** Opening INPUT RECORDS block **

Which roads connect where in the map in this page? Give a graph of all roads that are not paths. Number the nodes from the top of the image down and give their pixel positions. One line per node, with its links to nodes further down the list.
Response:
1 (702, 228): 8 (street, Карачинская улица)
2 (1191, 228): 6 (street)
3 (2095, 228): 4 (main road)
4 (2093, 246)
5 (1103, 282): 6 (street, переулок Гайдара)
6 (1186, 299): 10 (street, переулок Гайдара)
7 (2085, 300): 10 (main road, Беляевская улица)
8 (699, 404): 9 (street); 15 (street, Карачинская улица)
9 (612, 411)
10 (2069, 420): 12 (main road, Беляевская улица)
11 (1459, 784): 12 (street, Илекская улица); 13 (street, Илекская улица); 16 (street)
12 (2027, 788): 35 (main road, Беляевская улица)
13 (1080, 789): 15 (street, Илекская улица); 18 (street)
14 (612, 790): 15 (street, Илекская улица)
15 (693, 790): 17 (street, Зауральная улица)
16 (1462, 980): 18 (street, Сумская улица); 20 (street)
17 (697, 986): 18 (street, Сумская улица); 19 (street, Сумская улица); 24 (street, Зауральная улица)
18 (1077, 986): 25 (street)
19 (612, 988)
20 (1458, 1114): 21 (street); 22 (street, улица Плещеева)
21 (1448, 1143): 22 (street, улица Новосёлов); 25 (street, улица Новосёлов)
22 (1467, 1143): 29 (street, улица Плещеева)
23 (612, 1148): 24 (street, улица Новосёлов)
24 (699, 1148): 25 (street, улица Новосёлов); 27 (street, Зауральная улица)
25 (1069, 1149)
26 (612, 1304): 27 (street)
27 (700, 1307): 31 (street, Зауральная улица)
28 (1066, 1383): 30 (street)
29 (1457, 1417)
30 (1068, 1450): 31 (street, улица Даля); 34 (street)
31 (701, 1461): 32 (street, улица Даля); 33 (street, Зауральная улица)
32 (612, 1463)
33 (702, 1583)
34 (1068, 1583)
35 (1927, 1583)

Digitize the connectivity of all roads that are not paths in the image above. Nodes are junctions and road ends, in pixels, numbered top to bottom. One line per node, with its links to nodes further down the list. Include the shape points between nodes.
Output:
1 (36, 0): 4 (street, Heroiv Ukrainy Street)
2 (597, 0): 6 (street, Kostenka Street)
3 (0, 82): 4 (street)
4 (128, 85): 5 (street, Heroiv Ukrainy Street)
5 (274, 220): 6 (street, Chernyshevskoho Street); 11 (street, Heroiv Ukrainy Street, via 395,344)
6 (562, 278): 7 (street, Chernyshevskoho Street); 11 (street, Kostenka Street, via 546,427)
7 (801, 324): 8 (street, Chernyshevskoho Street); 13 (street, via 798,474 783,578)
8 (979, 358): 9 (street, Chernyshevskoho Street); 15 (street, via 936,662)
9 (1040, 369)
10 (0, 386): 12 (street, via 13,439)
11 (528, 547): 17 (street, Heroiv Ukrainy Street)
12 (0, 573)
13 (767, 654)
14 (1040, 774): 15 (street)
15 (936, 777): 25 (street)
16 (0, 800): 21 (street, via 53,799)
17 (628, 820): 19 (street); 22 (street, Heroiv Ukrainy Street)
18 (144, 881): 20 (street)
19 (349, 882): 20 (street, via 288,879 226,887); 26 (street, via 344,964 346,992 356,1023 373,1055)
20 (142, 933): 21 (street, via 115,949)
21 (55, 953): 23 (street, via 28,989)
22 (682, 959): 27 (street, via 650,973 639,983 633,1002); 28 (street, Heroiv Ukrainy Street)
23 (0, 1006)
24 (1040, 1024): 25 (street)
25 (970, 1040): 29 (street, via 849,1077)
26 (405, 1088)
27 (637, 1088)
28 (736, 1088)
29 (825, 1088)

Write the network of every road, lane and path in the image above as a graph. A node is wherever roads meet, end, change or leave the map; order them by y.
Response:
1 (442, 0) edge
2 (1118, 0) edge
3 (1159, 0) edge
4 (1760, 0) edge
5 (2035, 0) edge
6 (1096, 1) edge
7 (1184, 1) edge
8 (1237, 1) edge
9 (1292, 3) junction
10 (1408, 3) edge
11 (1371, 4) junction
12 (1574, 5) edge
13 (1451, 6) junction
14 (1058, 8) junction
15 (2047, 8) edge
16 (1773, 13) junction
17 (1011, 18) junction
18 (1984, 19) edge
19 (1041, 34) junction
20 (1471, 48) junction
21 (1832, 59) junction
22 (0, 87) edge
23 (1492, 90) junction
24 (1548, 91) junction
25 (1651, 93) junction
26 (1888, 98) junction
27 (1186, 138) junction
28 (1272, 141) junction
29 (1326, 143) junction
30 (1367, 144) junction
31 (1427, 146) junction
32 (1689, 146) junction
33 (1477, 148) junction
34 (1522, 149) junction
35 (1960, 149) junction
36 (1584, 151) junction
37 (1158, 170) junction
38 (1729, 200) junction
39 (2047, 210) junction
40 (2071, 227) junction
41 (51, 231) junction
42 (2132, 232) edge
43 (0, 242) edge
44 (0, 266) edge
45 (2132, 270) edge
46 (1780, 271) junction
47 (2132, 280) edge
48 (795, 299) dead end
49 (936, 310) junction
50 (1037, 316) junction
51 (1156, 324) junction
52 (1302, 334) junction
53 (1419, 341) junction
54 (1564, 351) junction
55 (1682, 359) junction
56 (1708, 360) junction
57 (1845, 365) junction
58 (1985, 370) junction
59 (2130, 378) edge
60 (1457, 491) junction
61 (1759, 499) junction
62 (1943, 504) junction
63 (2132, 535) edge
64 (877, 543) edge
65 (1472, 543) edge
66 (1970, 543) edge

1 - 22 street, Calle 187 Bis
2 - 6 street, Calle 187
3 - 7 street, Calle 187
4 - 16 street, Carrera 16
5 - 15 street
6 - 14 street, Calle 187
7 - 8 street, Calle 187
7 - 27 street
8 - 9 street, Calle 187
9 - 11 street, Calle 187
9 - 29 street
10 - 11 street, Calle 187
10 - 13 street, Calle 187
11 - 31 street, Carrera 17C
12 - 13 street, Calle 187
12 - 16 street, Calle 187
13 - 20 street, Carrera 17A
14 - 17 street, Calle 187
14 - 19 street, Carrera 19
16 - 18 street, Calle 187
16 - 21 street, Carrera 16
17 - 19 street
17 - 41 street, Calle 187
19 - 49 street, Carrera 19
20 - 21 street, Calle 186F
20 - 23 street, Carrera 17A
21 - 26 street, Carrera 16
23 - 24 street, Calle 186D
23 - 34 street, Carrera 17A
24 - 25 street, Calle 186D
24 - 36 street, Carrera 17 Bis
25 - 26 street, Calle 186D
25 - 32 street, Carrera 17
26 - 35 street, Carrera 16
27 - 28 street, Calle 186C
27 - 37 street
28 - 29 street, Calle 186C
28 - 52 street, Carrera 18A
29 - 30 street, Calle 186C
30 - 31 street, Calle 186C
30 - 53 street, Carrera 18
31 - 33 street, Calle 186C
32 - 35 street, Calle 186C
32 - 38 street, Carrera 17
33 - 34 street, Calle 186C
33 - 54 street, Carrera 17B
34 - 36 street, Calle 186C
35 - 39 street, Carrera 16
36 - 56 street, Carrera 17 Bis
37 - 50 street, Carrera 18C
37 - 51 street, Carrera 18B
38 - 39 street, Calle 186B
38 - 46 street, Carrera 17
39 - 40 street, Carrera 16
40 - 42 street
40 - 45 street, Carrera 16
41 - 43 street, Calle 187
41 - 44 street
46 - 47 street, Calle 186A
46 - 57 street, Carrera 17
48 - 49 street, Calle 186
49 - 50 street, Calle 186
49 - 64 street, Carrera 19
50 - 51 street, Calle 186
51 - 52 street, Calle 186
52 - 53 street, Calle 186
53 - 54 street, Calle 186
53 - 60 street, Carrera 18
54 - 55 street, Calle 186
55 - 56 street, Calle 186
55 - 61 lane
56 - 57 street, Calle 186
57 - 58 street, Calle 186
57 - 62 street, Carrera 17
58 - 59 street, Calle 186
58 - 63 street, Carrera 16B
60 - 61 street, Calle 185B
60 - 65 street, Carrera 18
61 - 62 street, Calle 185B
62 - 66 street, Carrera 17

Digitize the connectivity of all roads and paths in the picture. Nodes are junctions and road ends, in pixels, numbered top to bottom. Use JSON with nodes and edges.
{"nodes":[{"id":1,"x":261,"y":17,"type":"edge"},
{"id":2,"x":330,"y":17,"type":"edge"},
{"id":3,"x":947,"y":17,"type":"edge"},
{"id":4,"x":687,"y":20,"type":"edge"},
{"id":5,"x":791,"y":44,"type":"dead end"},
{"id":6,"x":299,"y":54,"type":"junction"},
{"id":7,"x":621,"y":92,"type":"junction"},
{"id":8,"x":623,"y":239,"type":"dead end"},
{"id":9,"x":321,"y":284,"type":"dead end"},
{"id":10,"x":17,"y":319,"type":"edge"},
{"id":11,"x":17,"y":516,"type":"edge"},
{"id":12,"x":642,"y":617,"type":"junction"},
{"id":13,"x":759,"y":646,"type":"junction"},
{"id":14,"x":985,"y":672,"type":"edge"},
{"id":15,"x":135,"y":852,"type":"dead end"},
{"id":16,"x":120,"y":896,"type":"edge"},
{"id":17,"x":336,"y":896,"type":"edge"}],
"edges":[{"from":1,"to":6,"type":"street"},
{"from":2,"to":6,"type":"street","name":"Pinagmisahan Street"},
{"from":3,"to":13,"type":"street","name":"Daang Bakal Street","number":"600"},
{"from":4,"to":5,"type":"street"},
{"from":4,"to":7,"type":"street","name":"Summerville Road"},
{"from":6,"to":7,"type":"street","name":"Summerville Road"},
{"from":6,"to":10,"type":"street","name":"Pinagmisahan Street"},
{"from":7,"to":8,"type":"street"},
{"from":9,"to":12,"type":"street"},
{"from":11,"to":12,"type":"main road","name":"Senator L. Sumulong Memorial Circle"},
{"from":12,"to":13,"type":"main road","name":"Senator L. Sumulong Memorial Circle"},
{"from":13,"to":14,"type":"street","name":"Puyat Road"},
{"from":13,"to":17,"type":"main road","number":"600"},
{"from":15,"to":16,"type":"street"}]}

** Closing INPUT RECORDS block **

→ PROBLEM TO SOLVE: Repeat word for word the lines above that run from the line containing "Digitize the connectivity of all roads that" through the line containing "Write the network", both ends included, and nothing else.

→ EXERCISE ANSWER:
Digitize the connectivity of all roads that are not paths in the image above. Nodes are junctions and road ends, in pixels, numbered top to bottom. One line per node, with its links to nodes further down the list. Include the shape points between nodes.
Output:
1 (36, 0): 4 (street, Heroiv Ukrainy Street)
2 (597, 0): 6 (street, Kostenka Street)
3 (0, 82): 4 (street)
4 (128, 85): 5 (street, Heroiv Ukrainy Street)
5 (274, 220): 6 (street, Chernyshevskoho Street); 11 (street, Heroiv Ukrainy Street, via 395,344)
6 (562, 278): 7 (street, Chernyshevskoho Street); 11 (street, Kostenka Street, via 546,427)
7 (801, 324): 8 (street, Chernyshevskoho Street); 13 (street, via 798,474 783,578)
8 (979, 358): 9 (street, Chernyshevskoho Street); 15 (street, via 936,662)
9 (1040, 369)
10 (0, 386): 12 (street, via 13,439)
11 (528, 547): 17 (street, Heroiv Ukrainy Street)
12 (0, 573)
13 (767, 654)
14 (1040, 774): 15 (street)
15 (936, 777): 25 (street)
16 (0, 800): 21 (street, via 53,799)
17 (628, 820): 19 (street); 22 (street, Heroiv Ukrainy Street)
18 (144, 881): 20 (street)
19 (349, 882): 20 (street, via 288,879 226,887); 26 (street, via 344,964 346,992 356,1023 373,1055)
20 (142, 933): 21 (street, via 115,949)
21 (55, 953): 23 (street, via 28,989)
22 (682, 959): 27 (street, via 650,973 639,983 633,1002); 28 (street, Heroiv Ukrainy Street)
23 (0, 1006)
24 (1040, 1024): 25 (street)
25 (970, 1040): 29 (street, via 849,1077)
26 (405, 1088)
27 (637, 1088)
28 (736, 1088)
29 (825, 1088)

Write the network of every road, lane and path in the image above as a graph. A node is wherever roads meet, end, change or leave the map; order them by y.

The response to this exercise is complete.